Just choosing to become an LLC, however, is not enough. You'll need to delve further into the LLC types to determine which fits your situation. "Owners of an LLC must pick the sort of LLC they want and if they want to participate in daily decisions and operations actively or prefer to be more hands-off," says Martin Gasparian, an attorney and owner of California-based Maison Law.

Steps to apply for an LLC

  • 1. Choose one of the 5 types of LLCs (Member-managed LLCs, Series LLCs, Restricted LLCs, Anonymous LLCs, or Professional LLCs)
  • 2. Choose a business name
  • 3. Register a DBA name
  • 4. File articles of organization
  • 5. Designate a registered agent
  • 6. Draft your operating agreement
  • 7. Publish a notice of formation
  • 8. Obtain a business license and permit
  • 9. Obtain an EIN
  • 10. Open a business bank account

Other things to consider for your LLC

State and local formation and maintenance costs should be considered when forming an LLC. "There are filing fees, state fees, and ongoing costs such as annual reports, taxes, and legal fees," according to Kaisani.

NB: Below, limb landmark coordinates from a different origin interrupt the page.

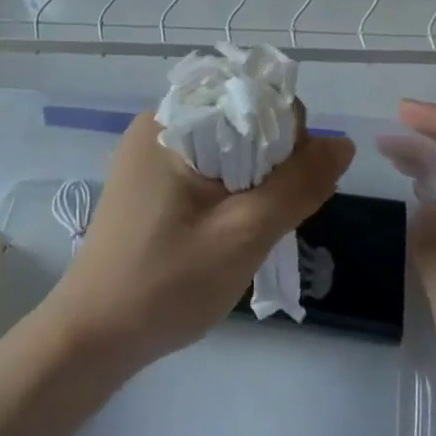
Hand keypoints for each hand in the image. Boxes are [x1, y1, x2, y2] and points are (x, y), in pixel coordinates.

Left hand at [45, 108, 353, 374]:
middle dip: (272, 161)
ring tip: (256, 225)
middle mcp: (158, 124)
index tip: (294, 187)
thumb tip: (343, 144)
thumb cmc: (166, 284)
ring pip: (227, 146)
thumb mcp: (244, 234)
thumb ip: (298, 185)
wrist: (92, 337)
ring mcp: (150, 154)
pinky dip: (230, 189)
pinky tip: (232, 226)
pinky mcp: (149, 181)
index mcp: (172, 121)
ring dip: (254, 179)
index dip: (288, 135)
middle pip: (240, 120)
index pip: (253, 97)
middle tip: (274, 215)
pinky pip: (206, 167)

Using the state of Nevada as an example, LLC formation and business filings cost $75. There is a 24-hour expedited fee of $125. Also included in the setup costs are the annual list ($150) and business license ($200). Additional fees apply to have a business in Las Vegas proper or greater Las Vegas. Once the state filing is completed, a general service business would pay $100 for the local business license and $50 for processing, and if the business is home-based, you can add $50. There is no single price for a business license in Las Vegas.

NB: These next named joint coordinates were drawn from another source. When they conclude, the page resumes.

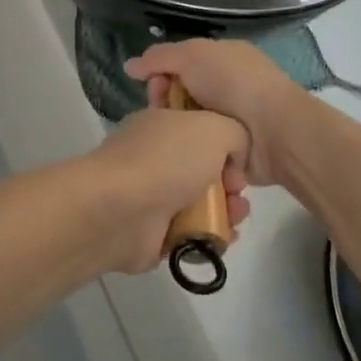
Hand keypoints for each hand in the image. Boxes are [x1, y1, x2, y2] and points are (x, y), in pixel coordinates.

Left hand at [75, 108, 250, 275]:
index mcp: (160, 124)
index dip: (224, 140)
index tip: (238, 156)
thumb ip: (234, 133)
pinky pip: (191, 232)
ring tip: (236, 216)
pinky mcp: (152, 232)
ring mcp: (151, 195)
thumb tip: (234, 154)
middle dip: (230, 179)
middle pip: (203, 166)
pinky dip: (210, 234)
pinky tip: (223, 236)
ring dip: (226, 209)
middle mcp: (154, 156)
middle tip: (238, 190)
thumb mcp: (213, 128)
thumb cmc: (167, 160)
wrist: (122, 210)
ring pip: (200, 201)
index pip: (197, 127)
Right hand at [126, 41, 307, 189]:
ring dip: (178, 133)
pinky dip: (193, 155)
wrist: (275, 131)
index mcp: (222, 60)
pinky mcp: (233, 154)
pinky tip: (182, 160)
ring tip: (171, 142)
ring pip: (188, 127)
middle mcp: (227, 89)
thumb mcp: (192, 55)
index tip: (154, 89)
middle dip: (166, 107)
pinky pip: (203, 152)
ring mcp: (231, 123)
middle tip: (162, 117)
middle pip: (180, 98)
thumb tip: (129, 66)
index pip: (179, 66)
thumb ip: (158, 58)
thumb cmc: (235, 84)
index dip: (161, 76)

"Another consideration is the recordkeeping involved," Kaisani says. "LLCs are required to maintain proper records and documentation, including the company's operating agreement, financial statements, and meeting minutes," which can be time-consuming and may require the help of a professional, especially for unique, limited partnership situations. “Often, small business owners do not understand the sophistication of what they are trying to accomplish with their company agreement terms. I always recommend consulting with a licensed attorney in your state when considering forming a new company."

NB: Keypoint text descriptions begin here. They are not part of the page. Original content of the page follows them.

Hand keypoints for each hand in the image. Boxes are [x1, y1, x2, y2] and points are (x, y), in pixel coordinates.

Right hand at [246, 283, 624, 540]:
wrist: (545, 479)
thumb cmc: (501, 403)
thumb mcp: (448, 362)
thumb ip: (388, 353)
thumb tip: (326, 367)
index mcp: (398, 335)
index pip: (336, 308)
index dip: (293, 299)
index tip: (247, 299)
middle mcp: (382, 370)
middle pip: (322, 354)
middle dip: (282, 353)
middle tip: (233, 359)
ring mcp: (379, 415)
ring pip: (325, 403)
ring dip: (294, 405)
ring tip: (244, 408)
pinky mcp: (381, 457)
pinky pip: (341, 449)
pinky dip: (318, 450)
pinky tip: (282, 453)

If you plan to do business in other states, consider that you'll have to "foreign qualify" in the new state, which means additional fees. "A business owner who has formed an LLC in one state and wishes to grow into another can do so," says Gasparian. "Foreign qualification is the procedure for acquiring authorization to carry on business in the state where they intend to increase the scope of their current corporation's operations." The qualification is necessary when a firm has a physical presence or economic connection to the additional state, reaching a certain income threshold in the new state.

The IRS also has further information on forming limited liability companies.

Business licenses and permits

The required business licenses and permits for your LLC will vary depending on the type of business and the state in which it operates. To obtain business licenses and determine which licenses and permits are necessary, it's essential to research your local and state government regulations and contact the appropriate agencies for guidance.

The costs of obtaining business licenses and permits can range from $25 to several hundred, depending on the license and business location used. Be sure to budget for these expenses as you set up your LLC and ensure that you comply with all applicable regulations.

Complying with tax and reporting requirements

Lastly, it's essential to ensure that your LLC complies with all relevant tax and reporting requirements to maintain good standing with the state and federal government. This includes filing annual reports, paying state income tax, and potentially paying employer taxes if your LLC has employees.

In conclusion, forming an LLC can be valuable for many business owners looking to benefit from liability protection, tax flexibility, business profits, and increased credibility. By understanding the various aspects of forming an LLC, you can successfully navigate the process and lay a solid foundation for your business.